§ **Task item**
Copy out, from the data below, each line in which the word "Cherry" occurs.

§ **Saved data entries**
__________________________________________________

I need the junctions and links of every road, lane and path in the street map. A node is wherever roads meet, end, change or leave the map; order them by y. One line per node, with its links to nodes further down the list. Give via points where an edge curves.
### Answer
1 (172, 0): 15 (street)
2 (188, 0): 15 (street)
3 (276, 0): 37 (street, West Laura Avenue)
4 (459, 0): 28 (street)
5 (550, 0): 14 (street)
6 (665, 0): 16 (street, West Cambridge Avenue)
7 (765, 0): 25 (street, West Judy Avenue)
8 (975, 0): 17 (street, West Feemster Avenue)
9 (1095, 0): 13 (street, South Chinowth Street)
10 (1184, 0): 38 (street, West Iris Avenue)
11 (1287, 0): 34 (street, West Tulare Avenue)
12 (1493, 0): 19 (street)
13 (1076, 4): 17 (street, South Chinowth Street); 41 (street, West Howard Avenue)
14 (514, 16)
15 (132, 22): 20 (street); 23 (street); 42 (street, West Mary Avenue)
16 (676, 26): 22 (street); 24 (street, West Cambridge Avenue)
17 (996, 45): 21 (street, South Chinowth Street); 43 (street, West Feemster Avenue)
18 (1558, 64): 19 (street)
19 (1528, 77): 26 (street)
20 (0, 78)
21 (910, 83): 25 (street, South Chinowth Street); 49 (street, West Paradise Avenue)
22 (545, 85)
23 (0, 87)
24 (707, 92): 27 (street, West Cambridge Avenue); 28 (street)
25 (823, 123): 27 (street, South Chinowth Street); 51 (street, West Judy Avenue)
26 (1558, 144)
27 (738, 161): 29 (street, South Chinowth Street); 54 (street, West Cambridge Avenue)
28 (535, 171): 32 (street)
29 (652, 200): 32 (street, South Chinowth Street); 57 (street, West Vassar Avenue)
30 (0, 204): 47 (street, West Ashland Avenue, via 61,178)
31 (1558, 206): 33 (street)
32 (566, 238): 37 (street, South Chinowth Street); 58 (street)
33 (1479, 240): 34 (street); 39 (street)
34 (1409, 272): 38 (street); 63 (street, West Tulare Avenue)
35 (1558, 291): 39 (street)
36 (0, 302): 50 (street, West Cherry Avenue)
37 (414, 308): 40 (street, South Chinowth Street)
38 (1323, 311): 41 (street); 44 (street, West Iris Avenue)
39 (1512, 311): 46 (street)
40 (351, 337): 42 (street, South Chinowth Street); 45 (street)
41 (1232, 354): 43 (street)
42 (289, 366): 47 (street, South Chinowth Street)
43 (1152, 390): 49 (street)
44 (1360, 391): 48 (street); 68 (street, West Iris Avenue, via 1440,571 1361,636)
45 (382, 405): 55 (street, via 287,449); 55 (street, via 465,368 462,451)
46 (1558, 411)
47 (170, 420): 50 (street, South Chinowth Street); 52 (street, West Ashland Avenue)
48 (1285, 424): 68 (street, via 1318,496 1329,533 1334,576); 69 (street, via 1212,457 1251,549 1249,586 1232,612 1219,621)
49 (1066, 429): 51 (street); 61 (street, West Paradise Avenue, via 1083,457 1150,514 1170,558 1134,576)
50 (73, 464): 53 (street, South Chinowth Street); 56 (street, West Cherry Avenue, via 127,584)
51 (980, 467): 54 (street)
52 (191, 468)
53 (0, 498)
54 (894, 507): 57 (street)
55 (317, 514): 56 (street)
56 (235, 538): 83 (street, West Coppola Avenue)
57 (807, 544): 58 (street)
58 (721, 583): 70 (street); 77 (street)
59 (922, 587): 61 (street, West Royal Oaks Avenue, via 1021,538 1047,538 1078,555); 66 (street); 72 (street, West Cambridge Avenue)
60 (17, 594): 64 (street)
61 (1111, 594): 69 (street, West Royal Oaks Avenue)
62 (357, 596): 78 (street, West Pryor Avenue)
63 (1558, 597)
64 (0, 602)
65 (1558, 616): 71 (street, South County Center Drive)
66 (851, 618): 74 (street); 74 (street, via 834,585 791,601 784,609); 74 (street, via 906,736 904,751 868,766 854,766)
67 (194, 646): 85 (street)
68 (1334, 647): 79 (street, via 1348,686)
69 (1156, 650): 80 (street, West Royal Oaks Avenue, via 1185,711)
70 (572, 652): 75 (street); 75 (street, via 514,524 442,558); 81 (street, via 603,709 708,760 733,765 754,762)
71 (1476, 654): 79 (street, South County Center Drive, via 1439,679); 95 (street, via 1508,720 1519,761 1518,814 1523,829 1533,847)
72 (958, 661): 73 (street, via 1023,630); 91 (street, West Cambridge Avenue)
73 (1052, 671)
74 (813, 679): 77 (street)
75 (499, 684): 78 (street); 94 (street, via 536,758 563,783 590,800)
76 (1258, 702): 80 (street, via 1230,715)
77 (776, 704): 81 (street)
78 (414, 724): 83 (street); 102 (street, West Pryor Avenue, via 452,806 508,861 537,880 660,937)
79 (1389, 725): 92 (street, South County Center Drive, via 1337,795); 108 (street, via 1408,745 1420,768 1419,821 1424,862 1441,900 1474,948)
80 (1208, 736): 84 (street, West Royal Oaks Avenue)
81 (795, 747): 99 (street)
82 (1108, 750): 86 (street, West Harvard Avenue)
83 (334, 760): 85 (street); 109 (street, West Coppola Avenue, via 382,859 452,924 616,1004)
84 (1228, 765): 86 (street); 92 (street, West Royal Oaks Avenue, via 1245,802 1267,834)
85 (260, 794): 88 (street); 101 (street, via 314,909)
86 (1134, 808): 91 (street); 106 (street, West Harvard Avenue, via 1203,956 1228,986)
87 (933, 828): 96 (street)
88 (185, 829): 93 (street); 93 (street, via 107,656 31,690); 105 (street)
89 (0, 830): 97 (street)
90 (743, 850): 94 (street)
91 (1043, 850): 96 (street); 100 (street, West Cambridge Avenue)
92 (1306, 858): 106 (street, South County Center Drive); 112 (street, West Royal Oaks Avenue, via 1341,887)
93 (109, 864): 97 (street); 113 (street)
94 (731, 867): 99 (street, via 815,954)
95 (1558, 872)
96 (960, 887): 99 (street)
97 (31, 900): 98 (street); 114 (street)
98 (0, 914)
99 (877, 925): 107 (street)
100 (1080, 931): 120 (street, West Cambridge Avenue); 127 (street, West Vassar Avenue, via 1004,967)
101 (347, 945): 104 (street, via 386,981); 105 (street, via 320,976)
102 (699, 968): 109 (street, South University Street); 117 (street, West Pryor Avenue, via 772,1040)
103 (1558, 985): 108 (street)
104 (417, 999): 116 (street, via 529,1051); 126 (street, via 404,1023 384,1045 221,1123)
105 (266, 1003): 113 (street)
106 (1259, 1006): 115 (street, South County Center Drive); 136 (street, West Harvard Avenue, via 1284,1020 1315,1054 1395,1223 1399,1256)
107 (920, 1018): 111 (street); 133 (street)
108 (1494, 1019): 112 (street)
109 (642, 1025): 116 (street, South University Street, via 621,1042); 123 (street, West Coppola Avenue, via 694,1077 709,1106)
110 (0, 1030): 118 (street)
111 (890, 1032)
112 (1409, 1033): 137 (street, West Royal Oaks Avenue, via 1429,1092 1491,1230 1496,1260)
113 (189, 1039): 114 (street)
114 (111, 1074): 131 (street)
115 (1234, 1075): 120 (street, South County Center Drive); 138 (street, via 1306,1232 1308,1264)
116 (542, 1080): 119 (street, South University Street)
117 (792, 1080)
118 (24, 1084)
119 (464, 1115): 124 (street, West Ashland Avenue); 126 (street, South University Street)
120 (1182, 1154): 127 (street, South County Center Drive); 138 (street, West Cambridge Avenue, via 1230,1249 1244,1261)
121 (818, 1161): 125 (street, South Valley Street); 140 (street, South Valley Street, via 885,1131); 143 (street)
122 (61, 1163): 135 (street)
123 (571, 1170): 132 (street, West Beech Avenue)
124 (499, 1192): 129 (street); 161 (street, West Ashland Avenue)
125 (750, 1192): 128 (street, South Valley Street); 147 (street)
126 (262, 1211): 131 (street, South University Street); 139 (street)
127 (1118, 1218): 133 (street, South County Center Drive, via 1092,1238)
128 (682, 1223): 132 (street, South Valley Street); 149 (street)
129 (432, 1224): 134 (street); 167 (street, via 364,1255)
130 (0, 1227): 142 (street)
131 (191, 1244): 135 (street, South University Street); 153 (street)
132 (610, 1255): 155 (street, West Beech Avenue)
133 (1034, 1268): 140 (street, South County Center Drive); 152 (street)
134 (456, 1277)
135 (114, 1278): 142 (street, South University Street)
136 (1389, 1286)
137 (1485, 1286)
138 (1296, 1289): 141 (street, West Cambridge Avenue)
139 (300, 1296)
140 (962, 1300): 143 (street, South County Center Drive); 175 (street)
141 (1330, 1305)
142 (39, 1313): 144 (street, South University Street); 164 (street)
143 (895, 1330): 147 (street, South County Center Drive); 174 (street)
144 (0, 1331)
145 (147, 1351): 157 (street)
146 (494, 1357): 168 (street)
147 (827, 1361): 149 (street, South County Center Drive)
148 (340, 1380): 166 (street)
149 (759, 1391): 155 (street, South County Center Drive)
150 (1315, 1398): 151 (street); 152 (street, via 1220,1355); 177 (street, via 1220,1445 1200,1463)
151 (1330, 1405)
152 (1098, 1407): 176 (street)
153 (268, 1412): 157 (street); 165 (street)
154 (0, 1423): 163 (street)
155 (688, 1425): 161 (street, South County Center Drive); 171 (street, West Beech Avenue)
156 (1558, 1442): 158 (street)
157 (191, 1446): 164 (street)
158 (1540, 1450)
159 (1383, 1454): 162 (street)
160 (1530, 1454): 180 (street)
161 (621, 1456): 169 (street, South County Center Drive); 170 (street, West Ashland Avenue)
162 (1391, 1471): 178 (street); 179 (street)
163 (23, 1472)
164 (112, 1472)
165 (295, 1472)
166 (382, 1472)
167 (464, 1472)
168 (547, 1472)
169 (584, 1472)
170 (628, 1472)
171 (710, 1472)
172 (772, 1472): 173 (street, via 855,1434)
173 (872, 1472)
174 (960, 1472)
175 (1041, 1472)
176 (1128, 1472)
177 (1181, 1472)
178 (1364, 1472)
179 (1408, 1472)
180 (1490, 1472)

__________________________________________________

§ **Solution below**
36 (0, 302): 50 (street, West Cherry Avenue)
50 (73, 464): 53 (street, South Chinowth Street); 56 (street, West Cherry Avenue, via 127,584)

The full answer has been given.